■ **Instructions for the task**: Restate exactly the lines that run from the start of the records below to the line containing "2px #9ca5ac) drop-shadow(0", counting both ends, and nothing else; pictures stay out.

(Stored data entries)

○ ○ ○ ○ ○ ○ ○

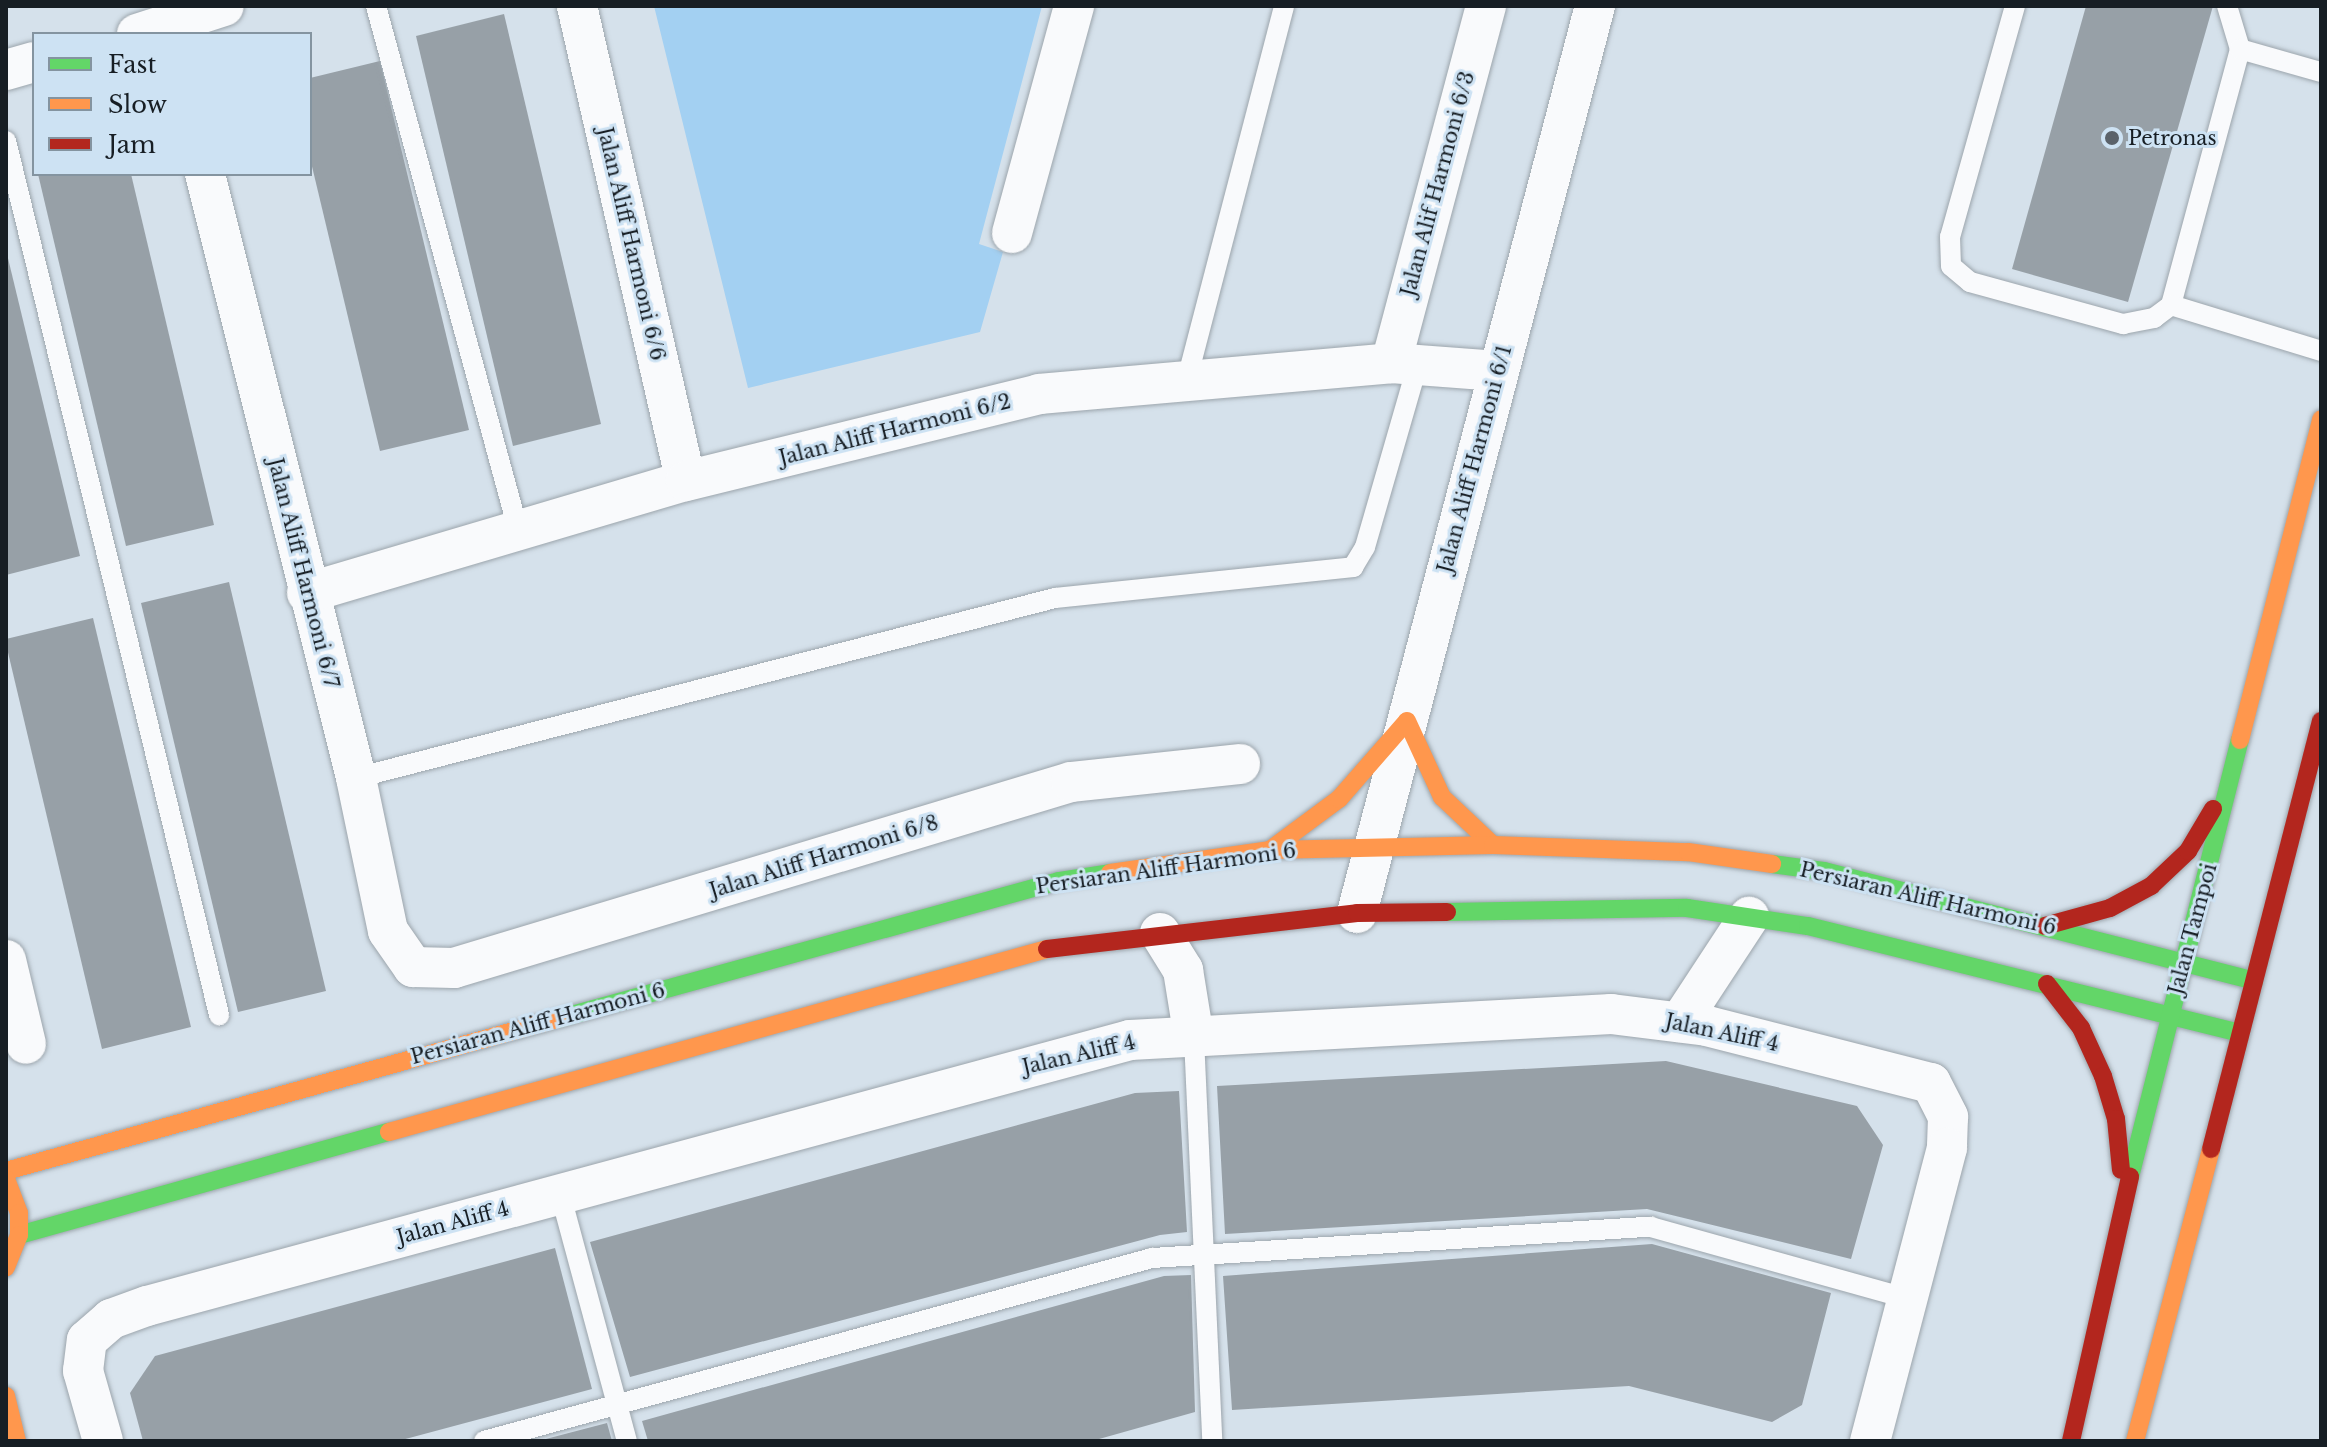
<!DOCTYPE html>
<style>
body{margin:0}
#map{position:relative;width:2327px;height:1447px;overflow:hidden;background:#d5e1eb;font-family:"Libre Baskerville",serif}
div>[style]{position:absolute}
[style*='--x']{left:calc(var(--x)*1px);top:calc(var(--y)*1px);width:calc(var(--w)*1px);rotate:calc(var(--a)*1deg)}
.green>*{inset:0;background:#a3d0f2}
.building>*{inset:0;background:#97a0a7}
.roads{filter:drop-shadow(0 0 2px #9ca5ac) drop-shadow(0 0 2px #9ca5ac)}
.lane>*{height:20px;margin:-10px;padding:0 10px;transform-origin:10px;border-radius:10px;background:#f9fafc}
.street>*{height:40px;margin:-20px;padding:0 20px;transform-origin:20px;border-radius:20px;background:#f9fafc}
.fast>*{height:18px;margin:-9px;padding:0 9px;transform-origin:9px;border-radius:9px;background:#63d668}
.slow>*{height:18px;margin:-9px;padding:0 9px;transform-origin:9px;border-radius:9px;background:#ff974d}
.jam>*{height:18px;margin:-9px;padding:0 9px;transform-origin:9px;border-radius:9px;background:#b3261e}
.dots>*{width:22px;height:22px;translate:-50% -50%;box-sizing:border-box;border:4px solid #cde2f3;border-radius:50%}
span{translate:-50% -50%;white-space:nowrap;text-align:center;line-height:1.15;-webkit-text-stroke:6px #cde2f3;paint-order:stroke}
.poi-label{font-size:20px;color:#171e24}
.left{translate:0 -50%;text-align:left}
.street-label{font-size:20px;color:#171e24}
.frame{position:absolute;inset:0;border:8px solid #171e24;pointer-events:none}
.legend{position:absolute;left:32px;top:32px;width:280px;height:144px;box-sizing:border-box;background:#cde2f3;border:2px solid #8494a0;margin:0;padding:10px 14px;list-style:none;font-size:24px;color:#171e24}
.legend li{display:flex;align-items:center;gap:16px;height:40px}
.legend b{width:40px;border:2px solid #8494a0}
</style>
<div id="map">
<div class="green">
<div style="clip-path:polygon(654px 6px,1042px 6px,979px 244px,1003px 252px,980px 332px,748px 388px)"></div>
</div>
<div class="building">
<div style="clip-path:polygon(2086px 6px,2213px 6px,2128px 302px,2012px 269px)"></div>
<div style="clip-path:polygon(504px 14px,601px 424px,513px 446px,416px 36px)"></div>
<div style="clip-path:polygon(380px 61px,469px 430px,380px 451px,310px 158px,310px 78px)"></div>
<div style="clip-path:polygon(38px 174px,131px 174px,214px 525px,126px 546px)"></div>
<div style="clip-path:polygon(6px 250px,80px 556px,6px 575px)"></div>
<div style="clip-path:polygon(229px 582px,326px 991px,238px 1012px,141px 603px)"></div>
<div style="clip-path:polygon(93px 618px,191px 1027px,102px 1049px,6px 644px,6px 639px)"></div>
<div style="clip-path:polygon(1666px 1061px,1857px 1106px,1883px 1145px,1851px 1259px,1647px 1209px,1225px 1234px,1217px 1086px)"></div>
<div style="clip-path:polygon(1179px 1091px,1187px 1232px,1160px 1235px,630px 1377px,590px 1242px,1135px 1093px)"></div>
<div style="clip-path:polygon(1652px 1244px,1831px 1293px,1802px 1405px,1772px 1422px,1629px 1386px,1232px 1410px,1223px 1276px)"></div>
<div style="clip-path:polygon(555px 1248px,592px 1389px,398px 1441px,143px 1441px,130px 1393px,155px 1356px)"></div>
<div style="clip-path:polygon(1191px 1275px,1195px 1412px,1092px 1441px,648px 1441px,642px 1421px,1164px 1276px)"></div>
<div style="clip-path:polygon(607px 1423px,612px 1441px,543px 1441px,542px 1440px)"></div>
</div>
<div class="roads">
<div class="lane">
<div style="--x:376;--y:6;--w:546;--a:74.82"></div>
<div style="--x:2015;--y:6;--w:240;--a:105.7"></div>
<div style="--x:1950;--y:237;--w:29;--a:88"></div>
<div style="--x:1951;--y:266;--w:25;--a:40"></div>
<div style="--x:1970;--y:282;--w:159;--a:15.4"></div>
<div style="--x:2123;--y:324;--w:32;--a:-11"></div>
<div style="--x:2154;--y:318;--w:21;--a:-37"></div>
<div style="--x:2171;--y:305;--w:265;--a:-74.9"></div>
<div style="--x:2240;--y:49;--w:45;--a:-106.8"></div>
<div style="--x:2240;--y:49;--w:84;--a:15.9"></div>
<div style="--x:6;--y:141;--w:900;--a:76.3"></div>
<div style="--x:2171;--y:305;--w:157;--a:17"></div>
<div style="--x:1187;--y:379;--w:385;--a:-75.4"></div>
<div style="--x:356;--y:778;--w:722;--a:-14.44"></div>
<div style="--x:1055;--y:598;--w:300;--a:-5.9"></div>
<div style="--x:1353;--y:567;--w:23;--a:-59"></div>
<div style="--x:1365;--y:547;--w:191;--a:-73.9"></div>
<div style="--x:1194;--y:1038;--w:403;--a:87.4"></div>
<div style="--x:560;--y:1193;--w:257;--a:74.9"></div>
<div style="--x:484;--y:1441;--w:693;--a:-15.32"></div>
<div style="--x:1152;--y:1258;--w:500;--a:-3.6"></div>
<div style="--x:1651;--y:1227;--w:265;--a:15.6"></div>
</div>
<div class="street">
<div style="--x:577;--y:6;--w:487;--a:77.1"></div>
<div style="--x:137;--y:34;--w:91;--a:-17.8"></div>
<div style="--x:6;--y:70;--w:29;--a:-16"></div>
<div style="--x:205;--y:174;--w:623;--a:75.96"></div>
<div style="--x:356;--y:778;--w:156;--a:78.2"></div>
<div style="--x:388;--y:931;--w:44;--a:55.2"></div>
<div style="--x:413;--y:967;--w:41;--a:1.4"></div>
<div style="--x:454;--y:968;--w:644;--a:-16.78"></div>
<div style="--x:1071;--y:782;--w:170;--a:-6.1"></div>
<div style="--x:1012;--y:233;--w:235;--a:-74.7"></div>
<div style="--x:1391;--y:363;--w:369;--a:-75.1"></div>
<div style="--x:307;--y:593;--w:395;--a:-16.5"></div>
<div style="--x:686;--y:481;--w:364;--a:-13.8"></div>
<div style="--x:1039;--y:394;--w:353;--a:-5"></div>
<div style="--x:1391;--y:363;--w:107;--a:4.3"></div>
<div style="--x:1357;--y:913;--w:938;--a:-75.3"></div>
<div style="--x:1160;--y:933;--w:44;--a:58.1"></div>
<div style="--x:1183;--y:970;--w:69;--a:80.8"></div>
<div style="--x:6;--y:960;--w:86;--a:76.6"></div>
<div style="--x:1680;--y:1022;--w:126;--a:-56.7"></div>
<div style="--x:103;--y:1441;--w:73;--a:-105.9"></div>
<div style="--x:83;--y:1371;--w:31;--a:-83"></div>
<div style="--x:87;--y:1340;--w:32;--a:-41"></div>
<div style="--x:111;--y:1319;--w:38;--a:-20"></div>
<div style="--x:147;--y:1306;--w:1018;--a:-15.14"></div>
<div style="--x:1130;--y:1040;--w:482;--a:-3.1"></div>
<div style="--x:1611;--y:1014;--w:97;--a:7.1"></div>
<div style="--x:1707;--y:1026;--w:231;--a:14.3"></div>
<div style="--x:1931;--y:1083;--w:38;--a:63"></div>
<div style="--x:1948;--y:1117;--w:31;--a:92"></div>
<div style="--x:1947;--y:1148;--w:303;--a:104.7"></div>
</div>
<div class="fast">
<div style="--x:1772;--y:864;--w:52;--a:7.7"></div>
<div style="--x:1824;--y:871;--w:444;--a:14.3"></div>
<div style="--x:1447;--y:912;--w:240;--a:-1"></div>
<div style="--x:1687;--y:908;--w:122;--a:8.5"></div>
<div style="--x:1808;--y:926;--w:445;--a:13.9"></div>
<div style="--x:557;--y:1019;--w:521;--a:-15.37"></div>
<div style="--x:1059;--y:881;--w:52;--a:-8.9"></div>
<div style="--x:2130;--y:1177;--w:451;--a:-75.9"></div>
<div style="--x:19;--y:1235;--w:384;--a:-15.6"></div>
</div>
<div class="slow">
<div style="--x:2240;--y:740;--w:331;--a:-75.8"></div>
<div style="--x:1270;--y:850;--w:86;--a:-36.5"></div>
<div style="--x:1339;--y:799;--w:103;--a:-48.9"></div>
<div style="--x:1407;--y:721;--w:84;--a:65.3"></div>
<div style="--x:1442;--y:797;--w:70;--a:43.3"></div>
<div style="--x:1110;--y:873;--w:162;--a:-8.2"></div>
<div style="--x:1270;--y:850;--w:223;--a:-1.3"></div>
<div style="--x:1493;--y:845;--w:195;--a:2.1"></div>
<div style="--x:1688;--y:852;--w:85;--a:8.1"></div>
<div style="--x:389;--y:1132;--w:683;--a:-15.54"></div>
<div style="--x:6;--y:1171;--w:572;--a:-15.42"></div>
<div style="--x:6;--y:1179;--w:36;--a:69"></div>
<div style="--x:19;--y:1213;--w:22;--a:90"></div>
<div style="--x:19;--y:1235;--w:35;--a:112"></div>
<div style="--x:6;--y:1396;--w:46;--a:76.3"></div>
<div style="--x:2135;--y:1441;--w:302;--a:-75.4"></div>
</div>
<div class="jam">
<div style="--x:2045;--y:926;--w:67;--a:-15.5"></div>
<div style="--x:2110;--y:908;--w:47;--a:-28.2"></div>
<div style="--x:2151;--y:886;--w:51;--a:-43.4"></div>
<div style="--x:2188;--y:851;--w:49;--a:-59.2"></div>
<div style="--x:1047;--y:949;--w:312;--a:-6.6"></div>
<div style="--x:1357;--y:913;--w:90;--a:-0.6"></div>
<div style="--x:2047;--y:984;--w:56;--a:52.3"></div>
<div style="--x:2081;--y:1028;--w:53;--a:65.4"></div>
<div style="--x:2103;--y:1076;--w:45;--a:73.2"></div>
<div style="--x:2116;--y:1119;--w:51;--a:84.4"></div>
<div style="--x:2211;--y:1149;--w:442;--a:-75.6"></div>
<div style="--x:2071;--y:1441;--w:271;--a:-77.4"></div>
</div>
</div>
<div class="dots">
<div style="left:2112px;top:138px;background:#5a626a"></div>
</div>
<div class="poi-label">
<span class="left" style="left:2128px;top:138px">Petronas</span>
</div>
<div class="street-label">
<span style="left:1438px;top:184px;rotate:-75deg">Jalan Alif Harmoni 6/3</span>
<span style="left:631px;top:244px;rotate:77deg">Jalan Aliff Harmoni 6/6</span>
<span style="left:895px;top:430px;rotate:-14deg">Jalan Aliff Harmoni 6/2</span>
<span style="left:1475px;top:459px;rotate:-75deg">Jalan Aliff Harmoni 6/1</span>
<span style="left:303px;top:573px;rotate:76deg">Jalan Aliff Harmoni 6/7</span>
<span style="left:824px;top:857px;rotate:-17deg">Jalan Aliff Harmoni 6/8</span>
<span style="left:1166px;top:869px;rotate:-8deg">Persiaran Aliff Harmoni 6</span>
<span style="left:1928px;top:899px;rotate:13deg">Persiaran Aliff Harmoni 6</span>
<span style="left:2193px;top:929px;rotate:-75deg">Jalan Tampoi</span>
<span style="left:538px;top:1024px;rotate:-15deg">Persiaran Aliff Harmoni 6</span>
<span style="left:1722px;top:1033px;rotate:12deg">Jalan Aliff 4</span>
<span style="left:1079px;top:1055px;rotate:-13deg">Jalan Aliff 4</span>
<span style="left:453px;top:1223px;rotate:-15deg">Jalan Aliff 4</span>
</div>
<div class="frame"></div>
<ul class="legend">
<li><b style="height:10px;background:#63d668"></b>Fast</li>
<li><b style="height:10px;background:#ff974d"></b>Slow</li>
<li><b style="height:10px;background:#b3261e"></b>Jam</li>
</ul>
</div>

○ ○ ○ ○ ○ ○ ○

■ **Written response**:
<!DOCTYPE html>
<style>
body{margin:0}
#map{position:relative;width:2327px;height:1447px;overflow:hidden;background:#d5e1eb;font-family:"Libre Baskerville",serif}
div>[style]{position:absolute}
[style*='--x']{left:calc(var(--x)*1px);top:calc(var(--y)*1px);width:calc(var(--w)*1px);rotate:calc(var(--a)*1deg)}
.green>*{inset:0;background:#a3d0f2}
.building>*{inset:0;background:#97a0a7}
.roads{filter:drop-shadow(0 0 2px #9ca5ac) drop-shadow(0 0 2px #9ca5ac)}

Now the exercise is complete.